● **Exercise details**: All entries should be copied exactly; the pictures stay out.
========
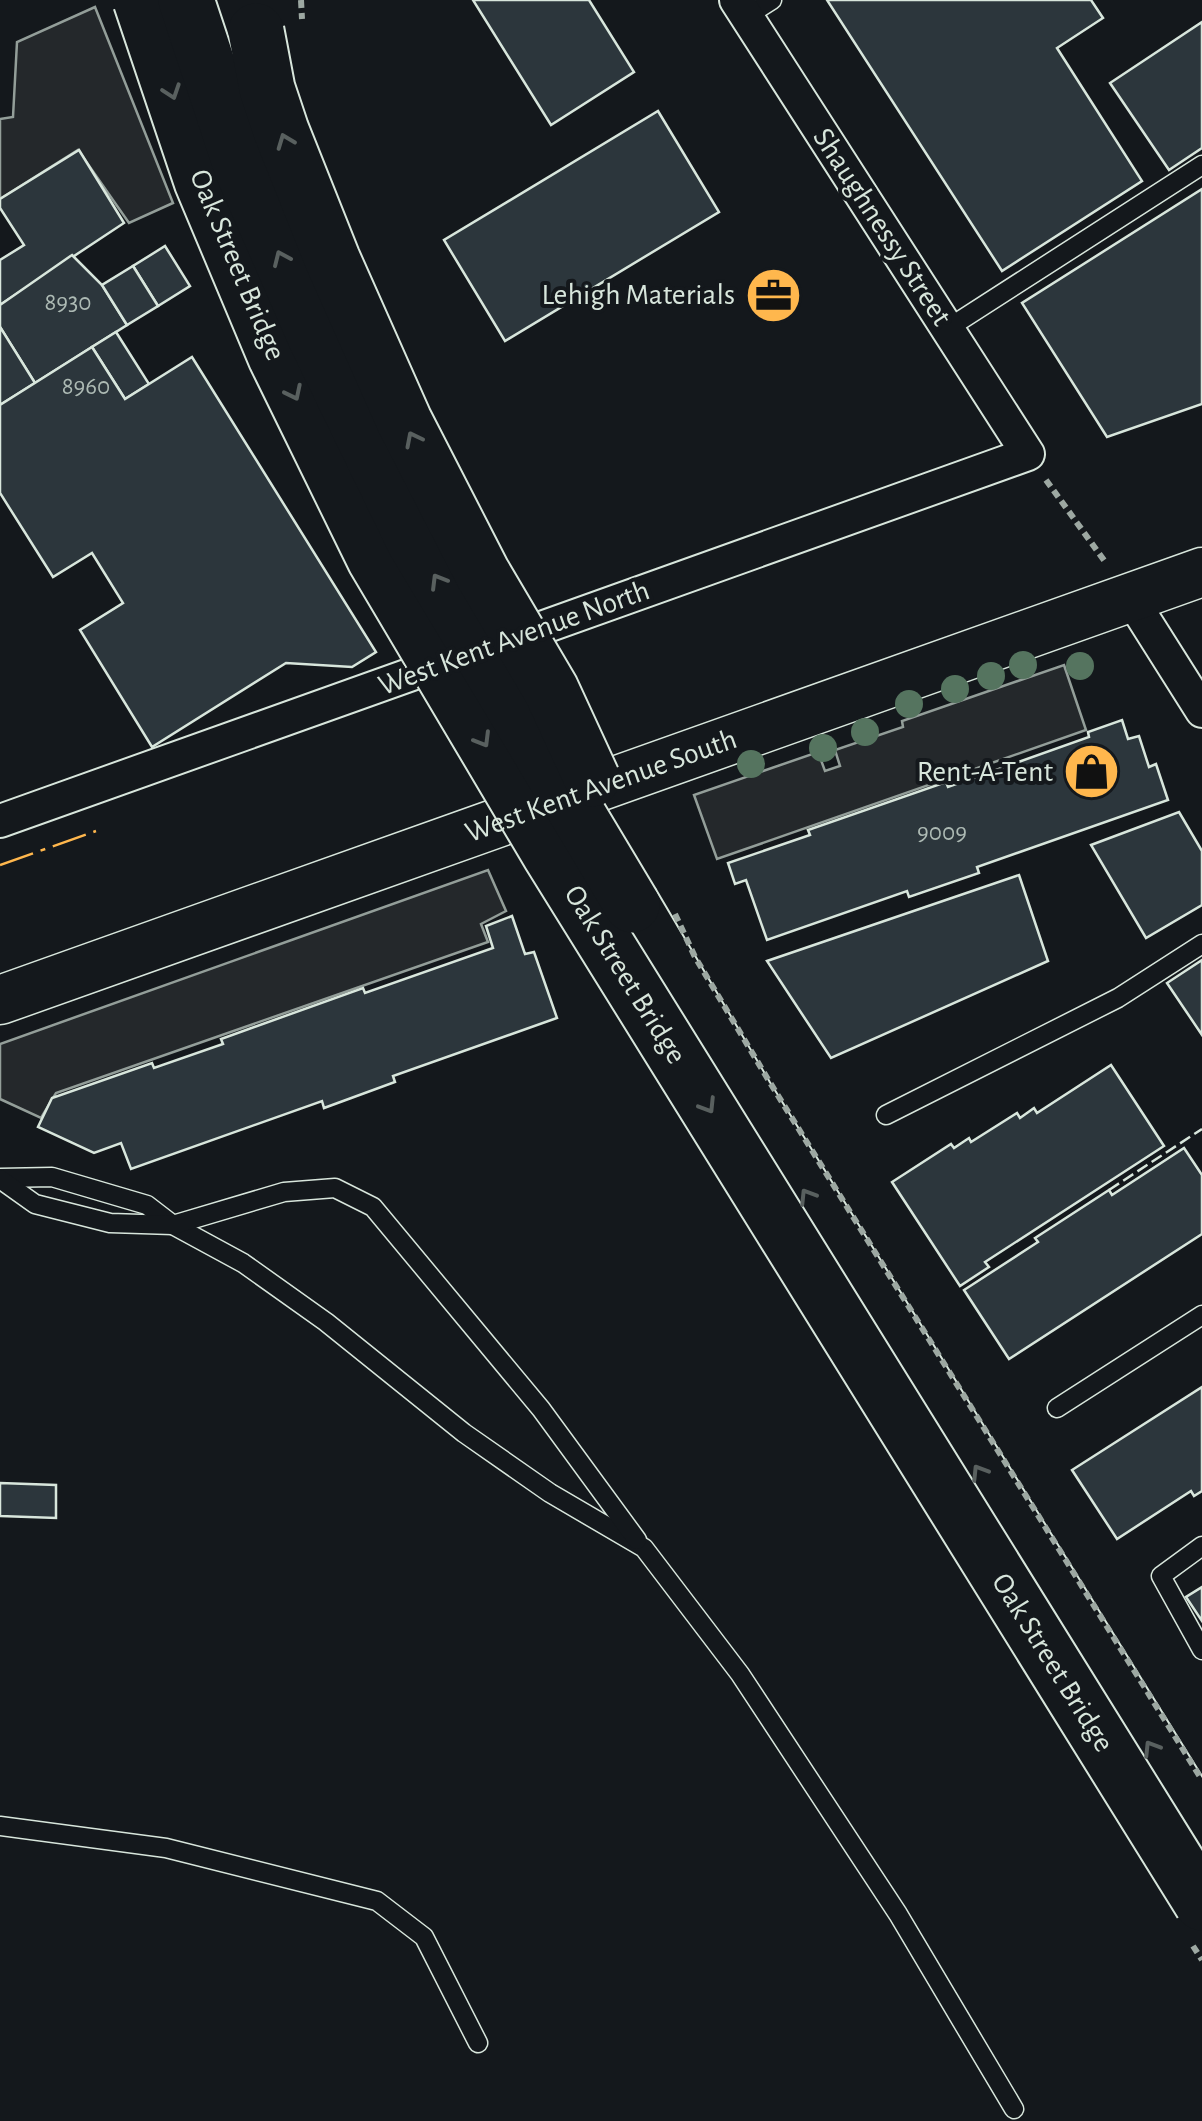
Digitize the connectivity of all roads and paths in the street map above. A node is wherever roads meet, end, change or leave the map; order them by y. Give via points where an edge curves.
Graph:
1 (140, 0) edge
2 (186, 0) edge
3 (752, 5) edge
4 (256, 15) edge
5 (1202, 165) edge
6 (948, 329) junction
7 (1028, 454) junction
8 (1202, 572) edge
9 (1130, 597) junction
10 (1202, 711) edge
11 (0, 821) edge
12 (651, 905) junction
13 (1202, 944) edge
14 (0, 1000) edge
15 (886, 1115) dead end
16 (0, 1178) edge
17 (173, 1224) junction
18 (1202, 1315) edge
19 (1057, 1408) dead end
20 (1202, 1546) edge
21 (644, 1548) junction
22 (1202, 1650) edge
23 (1202, 1780) edge
24 (0, 1826) edge
25 (1202, 1830) edge
26 (1202, 1903) edge
27 (478, 2042) dead end
28 (1014, 2109) dead end

1 -> 26 highway, Oak Street Bridge, bridge via 202,181 375,559 550,854
12 -> 2 highway, Oak Street Bridge, bridge via 406,524 242,169
3 - 6 street, Shaughnessy Street
12 -> 4 highway, bridge via 551,690 404,421 332,260 267,89
5 - 6 lane
6 - 7 street, Shaughnessy Street
7 - 9 path
7 - 11 street, West Kent Avenue North
8 - 9 street, West Kent Avenue South
9 - 10 street
9 - 14 street, West Kent Avenue South
12 - 23 path, bridge via 695,957
25 -> 12 highway, Oak Street Bridge via 756,1113
13 - 15 lane via 1118,998
16 - 17 lane via 52,1176 147,1206
16 - 17 lane via 36,1204 110,1223
17 - 21 lane via 326,1322 550,1493
17 - 21 lane via 284,1192 335,1188 373,1207 541,1409
18 - 19 lane
20 - 22 lane via 1161,1576
21 - 28 lane via 740,1674 898,1914
24 - 27 lane via 166,1848 377,1900 424,1937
========
● **Response area**:
Digitize the connectivity of all roads and paths in the street map above. A node is wherever roads meet, end, change or leave the map; order them by y. Give via points where an edge curves.
Graph:
1 (140, 0) edge
2 (186, 0) edge
3 (752, 5) edge
4 (256, 15) edge
5 (1202, 165) edge
6 (948, 329) junction
7 (1028, 454) junction
8 (1202, 572) edge
9 (1130, 597) junction
10 (1202, 711) edge
11 (0, 821) edge
12 (651, 905) junction
13 (1202, 944) edge
14 (0, 1000) edge
15 (886, 1115) dead end
16 (0, 1178) edge
17 (173, 1224) junction
18 (1202, 1315) edge
19 (1057, 1408) dead end
20 (1202, 1546) edge
21 (644, 1548) junction
22 (1202, 1650) edge
23 (1202, 1780) edge
24 (0, 1826) edge
25 (1202, 1830) edge
26 (1202, 1903) edge
27 (478, 2042) dead end
28 (1014, 2109) dead end

1 -> 26 highway, Oak Street Bridge, bridge via 202,181 375,559 550,854
12 -> 2 highway, Oak Street Bridge, bridge via 406,524 242,169
3 - 6 street, Shaughnessy Street
12 -> 4 highway, bridge via 551,690 404,421 332,260 267,89
5 - 6 lane
6 - 7 street, Shaughnessy Street
7 - 9 path
7 - 11 street, West Kent Avenue North
8 - 9 street, West Kent Avenue South
9 - 10 street
9 - 14 street, West Kent Avenue South
12 - 23 path, bridge via 695,957
25 -> 12 highway, Oak Street Bridge via 756,1113
13 - 15 lane via 1118,998
16 - 17 lane via 52,1176 147,1206
16 - 17 lane via 36,1204 110,1223
17 - 21 lane via 326,1322 550,1493
17 - 21 lane via 284,1192 335,1188 373,1207 541,1409
18 - 19 lane
20 - 22 lane via 1161,1576
21 - 28 lane via 740,1674 898,1914
24 - 27 lane via 166,1848 377,1900 424,1937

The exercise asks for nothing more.